22) - « travailler en France » : pour pallier le manque de main-d’œuvre les préfets accordèrent aux maires qui en faisaient la demande (au nom d’employeurs établis sur leur commune) la possibilité d’employer des civils « ressortissants ennemis » et des prisonniers de guerre qui seront à ce titre temporairement libérés des camps de prisonniers et des camps de concentration où ils sont retenus. Appliquant les conventions de La Haye de 1899 et 1907, les États belligérants de la Grande Guerre (sauf l’empire ottoman qui ne les avait pas signées) s’accordaient le droit d’employer les prisonniers de guerre (à l’exclusion des officiers) pourvu que leurs conditions de vie soient décentes et que les tâches à effectuer n’aient pas d’utilité directement militaire. A ce titre, le général et Résident général Hubert Lyautey avait reçu au Maroc dès la fin 1914 un contingent de 6 000 prisonniers allemands affectés à la construction du réseau routier et ferroviaire (Paul les évoque dans sa lettre du 23 novembre 1917), et surtout utilisés comme démonstration de faiblesse des Allemands (ici traités moins bien que les Marocains, puisque prisonniers et forcés à des travaux d’esclaves) à l’intention des rebelles marocains sensibles aux promesses de soutien libérateur de l’Allemagne. En représailles, l’Allemagne fit travailler dans les marécages polonais 30 000 prisonniers français soumis à des conditions proprement inhumaines, ce qui incita les deux États à signer à Berne le 26 avril 1918 un accord visant à l’amélioration du sort de ces prisonniers et à leur échange progressif. Le cas cité par Paul d’un rapatriement en août relève plus certainement d’une espérance en une paix proche que de cet accord qui, de fait, ne s’appliqua guère puisque l’armistice le rendit très vite caduc. Cependant, le général Lyautey dut en 1918 renvoyer en métropole, où ils purent être salariés, plus d’un tiers de ses prisonniers allemands. 

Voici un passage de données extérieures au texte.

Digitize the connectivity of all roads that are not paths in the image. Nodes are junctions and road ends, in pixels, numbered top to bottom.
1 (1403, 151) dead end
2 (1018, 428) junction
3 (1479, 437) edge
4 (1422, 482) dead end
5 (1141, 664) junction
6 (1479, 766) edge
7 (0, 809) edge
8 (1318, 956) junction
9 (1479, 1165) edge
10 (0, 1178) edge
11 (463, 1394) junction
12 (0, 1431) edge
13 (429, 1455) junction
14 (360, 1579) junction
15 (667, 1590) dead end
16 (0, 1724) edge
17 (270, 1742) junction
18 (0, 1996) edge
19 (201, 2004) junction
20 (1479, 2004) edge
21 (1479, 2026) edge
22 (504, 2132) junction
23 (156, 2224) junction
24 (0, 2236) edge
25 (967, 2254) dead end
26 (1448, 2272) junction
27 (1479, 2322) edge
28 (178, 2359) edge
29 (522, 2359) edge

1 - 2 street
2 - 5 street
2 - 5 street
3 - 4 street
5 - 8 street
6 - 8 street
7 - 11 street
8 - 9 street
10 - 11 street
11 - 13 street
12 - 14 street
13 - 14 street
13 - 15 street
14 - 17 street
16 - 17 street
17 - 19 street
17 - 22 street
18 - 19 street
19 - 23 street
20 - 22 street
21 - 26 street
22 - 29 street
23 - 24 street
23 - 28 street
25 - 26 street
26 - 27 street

23) - « après 4 ans » : Paul s’indigne de la persistance des camps de concentration (on disait aussi « de regroupement ») destinés aux civils « ressortissants ennemis » sans doute parce qu’elle révèle les limites de la culture française : incapacité à accorder généreusement la nationalité française (le cas des Ottomans juifs ou arméniens exilés en France est à ce titre exemplaire puisque ces gens furent considérés malgré leurs demandes au gouvernement français comme « ressortissants ennemis » et à ce titre contraints aux camps de concentration) ; incapacité à accorder complètement confiance à ceux de ces ressortissants qui, autorisés à travailler hors du camp, durent cependant y loger ; incapacité à négocier avec les États ennemis des échanges de « ressortissants ennemis » (ou à les envoyer vivre décemment dans un pays neutre, comme ce fut le cas pour une quinzaine de milliers de civils et militaires français et allemands bénéficiaires de l’accord du 15 janvier 1916 - signé sous l’égide du Vatican et de la Croix Rouge - qui leur permit d’être transférés en Suisse). 

24) - « tout s’est passé » : Paul est convaincu que l’accouchement a eu lieu.